Analyzing the Habitable Zones of Circumbinary Planets Using Machine Learning

TL;DR

This paper uses machine learning to classify the habitability of circumbinary planets based on their trajectories and binary star characteristics, enhancing understanding of complex exoplanet systems.

Contribution

It introduces a machine learning approach to rapidly classify the habitability of planets in binary systems considering dynamic and orbital factors.

Findings

Mass ratio and eccentricity influence habitability.

Planetary trajectories help categorize habitability.

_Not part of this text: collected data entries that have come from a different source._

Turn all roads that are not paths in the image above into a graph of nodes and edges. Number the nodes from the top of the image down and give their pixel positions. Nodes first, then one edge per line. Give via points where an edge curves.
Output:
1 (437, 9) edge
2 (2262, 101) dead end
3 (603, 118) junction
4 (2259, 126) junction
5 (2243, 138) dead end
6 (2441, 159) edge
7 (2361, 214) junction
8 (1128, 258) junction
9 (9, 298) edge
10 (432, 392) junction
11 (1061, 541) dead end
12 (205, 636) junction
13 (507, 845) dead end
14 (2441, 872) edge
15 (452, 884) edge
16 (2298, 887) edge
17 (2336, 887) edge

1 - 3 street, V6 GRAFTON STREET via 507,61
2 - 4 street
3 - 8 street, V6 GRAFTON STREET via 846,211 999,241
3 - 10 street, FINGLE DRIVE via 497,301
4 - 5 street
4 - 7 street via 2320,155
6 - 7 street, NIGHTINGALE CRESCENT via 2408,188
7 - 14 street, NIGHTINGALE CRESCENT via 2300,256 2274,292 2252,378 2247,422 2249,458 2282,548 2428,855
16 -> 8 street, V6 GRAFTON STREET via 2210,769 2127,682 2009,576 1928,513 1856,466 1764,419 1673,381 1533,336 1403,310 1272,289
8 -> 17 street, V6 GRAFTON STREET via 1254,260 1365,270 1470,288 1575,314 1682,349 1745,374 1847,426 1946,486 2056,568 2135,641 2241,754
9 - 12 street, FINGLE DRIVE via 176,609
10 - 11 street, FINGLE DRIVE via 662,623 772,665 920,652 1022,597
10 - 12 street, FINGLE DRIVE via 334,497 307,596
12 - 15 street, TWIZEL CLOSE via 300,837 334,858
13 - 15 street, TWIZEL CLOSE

Machine learning enables efficient classification.

Abstract

Exoplanet detection in the past decade by efforts including NASA's Kepler and TESS missions has discovered many worlds that differ substantially from planets in our own Solar System, including more than 150 exoplanets orbiting binary or multi-star systems. This not only broadens our understanding of the diversity of exoplanets, but also promotes our study of exoplanets in the complex binary systems and provides motivation to explore their habitability. In this study, we investigate the Habitable Zones of circumbinary planets based on planetary trajectory and dynamically informed habitable zones. Our results indicate that the mass ratio and orbital eccentricity of binary stars are important factors affecting the orbital stability and habitability of planetary systems. Moreover, planetary trajectory and dynamically informed habitable zones divide planetary habitability into three categories: habitable, part-habitable and uninhabitable. Therefore, we train a machine learning model to quickly and efficiently classify these planetary systems.